RECORD EXCERPTS:

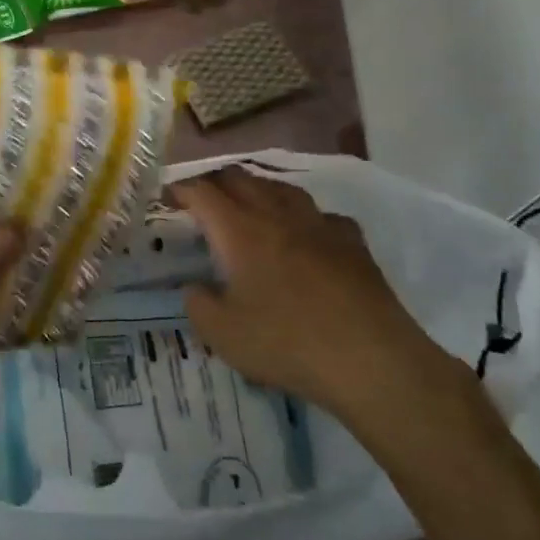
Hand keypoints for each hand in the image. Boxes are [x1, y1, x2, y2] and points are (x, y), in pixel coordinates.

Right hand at [174, 168, 453, 422]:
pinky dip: (302, 217)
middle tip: (202, 199)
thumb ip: (198, 304)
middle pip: (241, 179)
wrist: (371, 360)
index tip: (168, 196)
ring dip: (258, 190)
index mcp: (240, 231)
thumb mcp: (223, 335)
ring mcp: (319, 224)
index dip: (181, 189)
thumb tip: (195, 286)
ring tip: (249, 205)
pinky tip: (305, 234)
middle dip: (216, 182)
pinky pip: (320, 214)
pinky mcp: (352, 241)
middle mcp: (277, 215)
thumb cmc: (287, 344)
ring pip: (282, 188)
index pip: (202, 192)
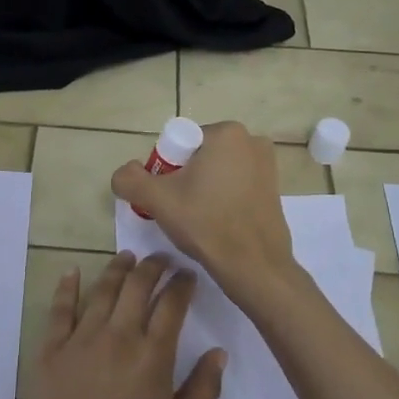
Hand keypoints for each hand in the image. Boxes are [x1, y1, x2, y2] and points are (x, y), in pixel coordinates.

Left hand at [10, 252, 224, 398]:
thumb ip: (203, 388)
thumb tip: (218, 351)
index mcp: (153, 354)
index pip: (172, 303)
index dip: (183, 283)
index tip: (188, 274)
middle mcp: (118, 335)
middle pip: (137, 286)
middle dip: (153, 266)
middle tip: (161, 259)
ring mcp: (81, 339)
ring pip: (102, 290)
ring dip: (117, 269)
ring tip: (127, 258)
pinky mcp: (50, 350)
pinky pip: (59, 310)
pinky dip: (67, 287)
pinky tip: (72, 272)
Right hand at [110, 121, 296, 301]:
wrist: (254, 266)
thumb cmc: (206, 223)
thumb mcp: (157, 200)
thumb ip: (130, 179)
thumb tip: (125, 174)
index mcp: (226, 133)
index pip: (178, 144)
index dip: (165, 170)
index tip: (166, 197)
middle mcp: (251, 140)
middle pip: (198, 157)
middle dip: (183, 180)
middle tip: (178, 210)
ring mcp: (267, 165)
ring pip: (216, 172)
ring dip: (201, 190)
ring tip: (197, 219)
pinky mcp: (274, 188)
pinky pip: (235, 186)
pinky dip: (221, 199)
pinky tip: (216, 223)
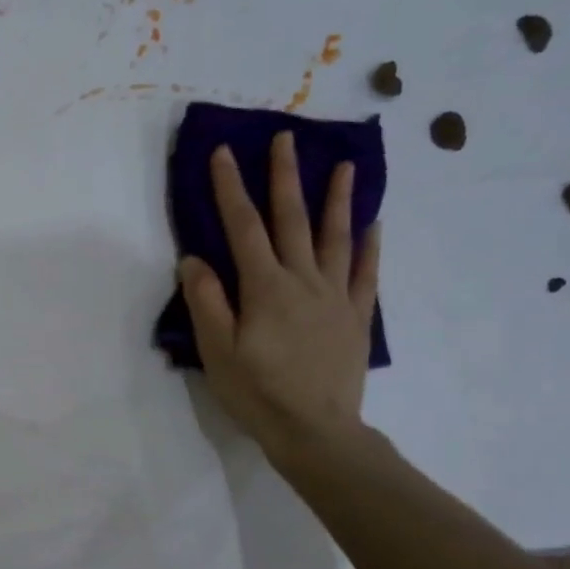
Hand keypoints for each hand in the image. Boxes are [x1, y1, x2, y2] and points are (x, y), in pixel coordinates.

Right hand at [178, 131, 380, 461]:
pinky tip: (374, 225)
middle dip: (285, 177)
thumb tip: (195, 259)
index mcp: (265, 287)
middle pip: (292, 219)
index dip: (230, 188)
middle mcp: (303, 280)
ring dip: (337, 199)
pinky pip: (365, 273)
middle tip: (286, 138)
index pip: (242, 227)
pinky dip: (369, 247)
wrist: (315, 430)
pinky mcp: (356, 317)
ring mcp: (335, 296)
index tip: (223, 153)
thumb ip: (206, 301)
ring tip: (345, 166)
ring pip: (335, 238)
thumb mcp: (217, 351)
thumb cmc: (258, 392)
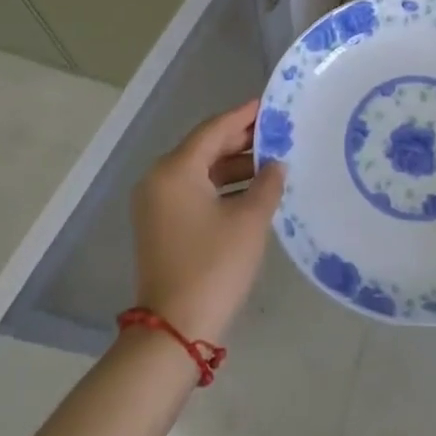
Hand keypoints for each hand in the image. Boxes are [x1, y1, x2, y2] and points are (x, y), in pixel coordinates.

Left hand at [132, 100, 284, 343]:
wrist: (174, 331)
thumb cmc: (214, 267)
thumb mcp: (249, 221)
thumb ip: (267, 184)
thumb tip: (276, 164)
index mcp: (176, 170)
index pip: (215, 129)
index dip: (245, 115)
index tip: (271, 104)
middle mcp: (159, 179)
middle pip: (205, 147)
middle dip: (241, 140)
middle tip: (278, 131)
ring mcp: (157, 204)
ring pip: (200, 170)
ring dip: (234, 165)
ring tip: (273, 160)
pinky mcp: (161, 225)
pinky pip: (194, 190)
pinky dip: (221, 186)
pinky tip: (252, 189)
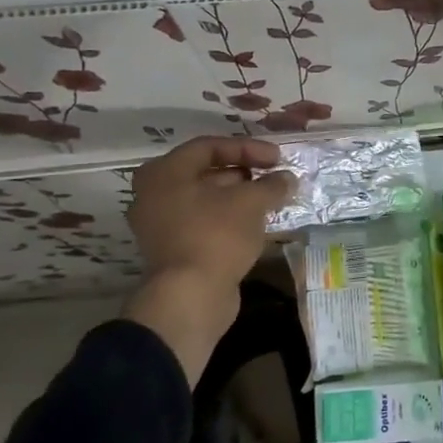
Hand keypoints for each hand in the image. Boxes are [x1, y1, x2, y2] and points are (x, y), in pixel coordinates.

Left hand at [121, 136, 296, 378]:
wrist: (191, 296)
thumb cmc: (216, 235)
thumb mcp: (251, 202)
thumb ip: (272, 184)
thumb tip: (287, 179)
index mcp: (165, 172)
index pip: (210, 146)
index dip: (248, 148)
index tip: (277, 158)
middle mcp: (155, 193)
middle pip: (206, 172)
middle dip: (244, 173)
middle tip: (273, 178)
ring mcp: (160, 223)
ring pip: (206, 199)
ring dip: (239, 197)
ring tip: (271, 201)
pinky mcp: (173, 249)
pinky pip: (204, 222)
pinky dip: (229, 218)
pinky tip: (257, 224)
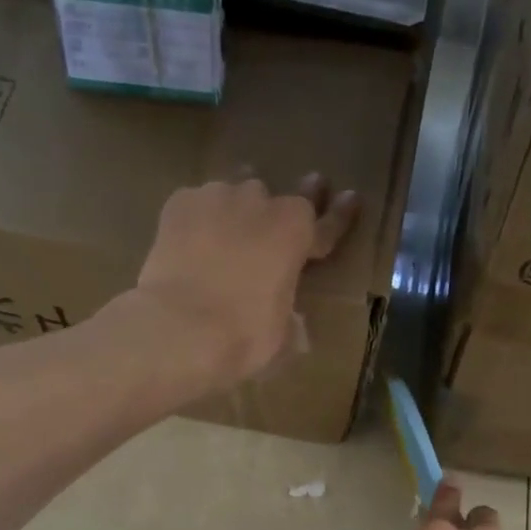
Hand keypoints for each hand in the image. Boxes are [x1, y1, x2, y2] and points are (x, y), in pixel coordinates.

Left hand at [130, 174, 359, 390]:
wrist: (178, 328)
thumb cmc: (242, 336)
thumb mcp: (281, 335)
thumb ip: (290, 317)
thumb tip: (294, 323)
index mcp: (296, 233)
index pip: (327, 224)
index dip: (340, 215)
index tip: (351, 198)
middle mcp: (261, 203)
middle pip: (278, 198)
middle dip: (289, 203)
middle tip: (294, 199)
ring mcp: (217, 197)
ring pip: (235, 193)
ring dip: (238, 209)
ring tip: (232, 226)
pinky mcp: (179, 203)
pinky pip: (197, 204)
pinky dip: (200, 218)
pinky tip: (193, 237)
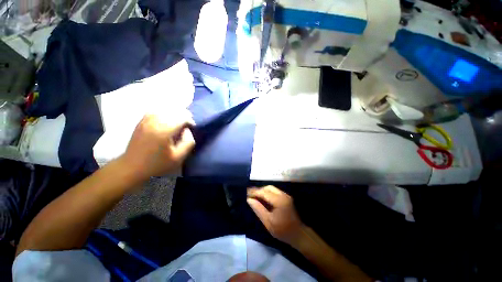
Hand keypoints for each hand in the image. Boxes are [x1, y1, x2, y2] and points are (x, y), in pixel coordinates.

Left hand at [120, 111, 194, 180]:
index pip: (181, 117)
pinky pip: (154, 111)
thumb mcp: (178, 158)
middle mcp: (154, 122)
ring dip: (174, 112)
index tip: (192, 127)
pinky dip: (163, 111)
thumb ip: (188, 143)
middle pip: (173, 110)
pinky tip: (166, 117)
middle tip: (188, 122)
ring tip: (179, 119)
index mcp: (164, 131)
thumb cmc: (157, 164)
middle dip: (183, 114)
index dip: (190, 120)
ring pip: (164, 108)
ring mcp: (146, 121)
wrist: (132, 167)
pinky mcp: (141, 122)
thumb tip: (188, 131)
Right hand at [247, 185, 303, 245]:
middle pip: (268, 187)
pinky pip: (275, 191)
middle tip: (250, 194)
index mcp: (279, 201)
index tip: (246, 193)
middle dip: (258, 190)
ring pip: (271, 188)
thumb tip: (249, 200)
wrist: (298, 234)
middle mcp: (283, 195)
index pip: (264, 192)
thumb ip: (258, 209)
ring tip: (255, 196)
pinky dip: (267, 193)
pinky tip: (262, 198)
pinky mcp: (286, 197)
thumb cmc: (283, 231)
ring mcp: (285, 195)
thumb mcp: (268, 222)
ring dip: (263, 191)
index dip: (254, 192)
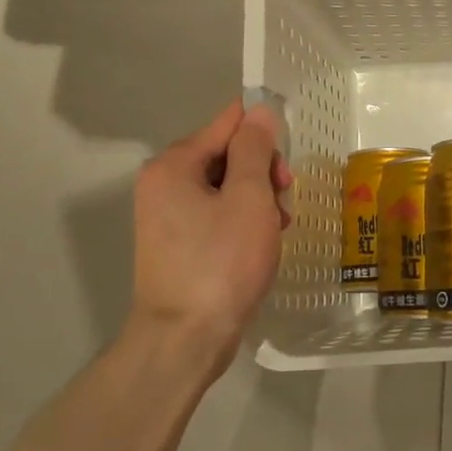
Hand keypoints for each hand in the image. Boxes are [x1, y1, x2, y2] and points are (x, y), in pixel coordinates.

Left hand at [125, 99, 292, 383]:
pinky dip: (243, 221)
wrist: (187, 338)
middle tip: (284, 197)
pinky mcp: (179, 245)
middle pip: (226, 155)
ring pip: (226, 187)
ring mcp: (168, 217)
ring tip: (277, 227)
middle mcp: (163, 184)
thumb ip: (254, 149)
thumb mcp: (248, 197)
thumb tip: (258, 112)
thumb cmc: (221, 262)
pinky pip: (217, 215)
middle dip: (262, 171)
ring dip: (258, 199)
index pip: (226, 123)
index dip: (263, 133)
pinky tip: (262, 243)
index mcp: (173, 165)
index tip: (288, 160)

THE PROBLEM:
Each record has to be set down verbatim, and the pictures must not appear in the copy.

RESULT OF THIS TASK:
Hand keypoints for each hand in the image. Boxes are [x1, y1, x2, y2] and points are (x, y), in pixel coordinates.

Right hand at [174, 168, 453, 422]:
pinky dip: (302, 217)
middle tip: (202, 199)
thumb ip: (198, 304)
middle pip: (241, 179)
wrist: (371, 360)
index tip: (168, 196)
ring dip: (258, 190)
index mcp: (240, 231)
thumb mcp: (223, 335)
ring mcp: (319, 224)
index dip: (181, 189)
thumb tip: (195, 286)
ring tip: (249, 205)
pinky tip: (305, 234)
middle dip: (216, 182)
pinky pip: (320, 214)
pinky mcp: (352, 241)
middle mcp: (277, 215)
thumb cmc: (287, 344)
ring pip: (282, 188)
index pip: (202, 192)
Hand keypoints for each hand in the image. Boxes are [x1, y1, x2, y2] and points are (x, y), in pixel coordinates.

Left hand at [10, 252, 224, 398]:
thumb ip: (203, 388)
thumb tip: (218, 351)
index mcp: (153, 354)
index pip: (172, 303)
index dip: (183, 283)
index tip: (188, 274)
middle mcp: (118, 335)
middle pip: (137, 286)
middle dip: (153, 266)
middle tip: (161, 259)
ring mcp: (81, 339)
ring pip: (102, 290)
ring dip: (117, 269)
ring tip: (127, 258)
pinky mcp: (50, 350)
pinky pip: (59, 310)
pinky dip: (67, 287)
pinky tip: (72, 272)
Right hand at [110, 121, 296, 301]:
wrist: (254, 266)
thumb cmc: (206, 223)
thumb mcp: (157, 200)
thumb ip: (130, 179)
thumb tip: (125, 174)
index mcp: (226, 133)
index pip: (178, 144)
index dip: (165, 170)
index tip: (166, 197)
middle mcp: (251, 140)
middle pip: (198, 157)
middle dip: (183, 180)
middle tip: (178, 210)
ring mcp: (267, 165)
ring pip: (216, 172)
ring dip: (201, 190)
ring tip: (197, 219)
pinky mcp: (274, 188)
pinky pip: (235, 186)
pinky dip: (221, 199)
pinky tip: (216, 223)
Hand keypoints for each hand in the image. Boxes are [x1, y1, x2, y2] and points are (x, y), in pixel coordinates.

Right hand at [178, 131, 380, 461]:
pinky tip: (374, 225)
middle dip: (285, 177)
thumb tip: (195, 259)
index mcp: (265, 287)
middle pip: (292, 219)
index dip: (230, 188)
middle mcp: (303, 280)
ring dip: (337, 199)
pinky pip: (365, 273)
middle tip: (286, 138)
index pip: (242, 227)
pinky dip: (369, 247)
wrist: (315, 430)
pinky mcp: (356, 317)
ring mcp: (335, 296)
index tip: (223, 153)
thumb ip: (206, 301)
ring tip: (345, 166)
ring pip: (335, 238)
thumb mcp: (217, 351)
thumb cmc: (258, 392)
Hand keypoints for each hand in the image. Boxes are [x1, y1, x2, y2] and points are (x, y), in pixel coordinates.

Left hand at [132, 100, 284, 343]:
wrist: (174, 331)
thumb cmc: (214, 267)
thumb mcp: (249, 221)
thumb ip: (267, 184)
thumb tip: (276, 164)
index mcp: (176, 170)
index pip: (215, 129)
index dip: (245, 115)
index tip: (271, 104)
middle mcp: (159, 179)
middle pip: (205, 147)
middle dip: (241, 140)
middle tip: (278, 131)
ring mcp: (157, 204)
ring pip: (200, 170)
ring dip: (234, 165)
ring tip: (273, 160)
pinky mcp: (161, 225)
pinky pip: (194, 190)
pinky dip: (221, 186)
pinky tip: (252, 189)
Hand keypoints for each hand in the image. Boxes are [x1, y1, x2, y2] and points are (x, y), in pixel coordinates.

Left hand at [121, 136, 296, 378]:
wrist: (191, 296)
thumb cmc: (216, 235)
thumb mcp: (251, 202)
thumb ip: (272, 184)
thumb tip: (287, 179)
index mcp: (165, 172)
index pip: (210, 146)
index dip: (248, 148)
index tip: (277, 158)
middle mcp: (155, 193)
middle pip: (206, 172)
middle dip: (244, 173)
middle tip: (273, 178)
ring mcp: (160, 223)
ring pip: (206, 199)
ring dip: (239, 197)
ring tip: (271, 201)
pinky mcp: (173, 249)
pinky pip: (204, 222)
pinky dip: (229, 218)
pinky tip: (257, 224)
Hand keypoints for each hand in the image. Boxes are [x1, y1, x2, y2] and points are (x, y), in pixel coordinates.

Left hand at [130, 174, 359, 390]:
wrist: (178, 328)
thumb cmc: (242, 336)
thumb mcp: (281, 335)
thumb ip: (290, 317)
thumb tip: (294, 323)
index mcp: (296, 233)
index pip: (327, 224)
index dip: (340, 215)
index tip: (351, 198)
middle mcp: (261, 203)
middle pip: (278, 198)
middle dip: (289, 203)
middle tip: (294, 199)
ring mcp: (217, 197)
ring pip: (235, 193)
ring dip: (238, 209)
ring tip: (232, 226)
pinky mcp: (179, 203)
pinky pip: (197, 204)
pinky dip: (200, 218)
pinky tip: (193, 237)
Hand keypoints for each hand in the image. Boxes are [x1, y1, x2, y2] and points are (x, y), in pixel coordinates.

Left hand at [120, 111, 194, 180]:
index pip: (181, 117)
pinky pip: (154, 111)
thumb mcp: (178, 158)
middle mcp: (154, 122)
ring dip: (174, 112)
index tip: (192, 127)
pinky dip: (163, 111)
thumb ip: (188, 143)
middle pip: (173, 110)
pinky tip: (166, 117)
middle tip: (188, 122)
ring tip: (179, 119)
index mcp: (164, 131)
thumb cmc: (157, 164)
middle dip: (183, 114)
index dip: (190, 120)
ring pip: (164, 108)
ring mcp: (146, 121)
wrist: (132, 167)
pinky mcp: (141, 122)
thumb tip: (188, 131)
Right hand at [247, 185, 303, 245]:
middle pip: (268, 187)
pinky pip: (275, 191)
middle tip: (250, 194)
index mcp: (279, 201)
index tip: (246, 193)
middle dip: (258, 190)
ring pip: (271, 188)
thumb tip: (249, 200)
wrist: (298, 234)
middle mcp: (283, 195)
index pip: (264, 192)
thumb ip: (258, 209)
ring tip: (255, 196)
pinky dip: (267, 193)
pinky tip: (262, 198)
pinky mcp: (286, 197)
thumb cmc: (283, 231)
ring mcp: (285, 195)
thumb mcp: (268, 222)
ring dip: (263, 191)
index dip: (254, 192)
Hand keypoints for each hand in the image. Boxes are [x1, y1, x2, y2] and points are (x, y), in pixel coordinates.

Left hand at [125, 99, 292, 383]:
pinky dip: (243, 221)
wrist: (187, 338)
middle tip: (284, 197)
pinky mcp: (179, 245)
middle pip: (226, 155)
ring pip: (226, 187)
ring mcp: (168, 217)
ring tip: (277, 227)
middle mcp: (163, 184)
thumb ip: (254, 149)
thumb mcp: (248, 197)
thumb tip: (258, 112)
thumb cmc: (221, 262)
pinky pip: (217, 215)
middle dip: (262, 171)
ring dip: (258, 199)
index pip: (226, 123)
index dip: (263, 133)
pinky tip: (262, 243)
index mcp: (173, 165)
index tip: (288, 160)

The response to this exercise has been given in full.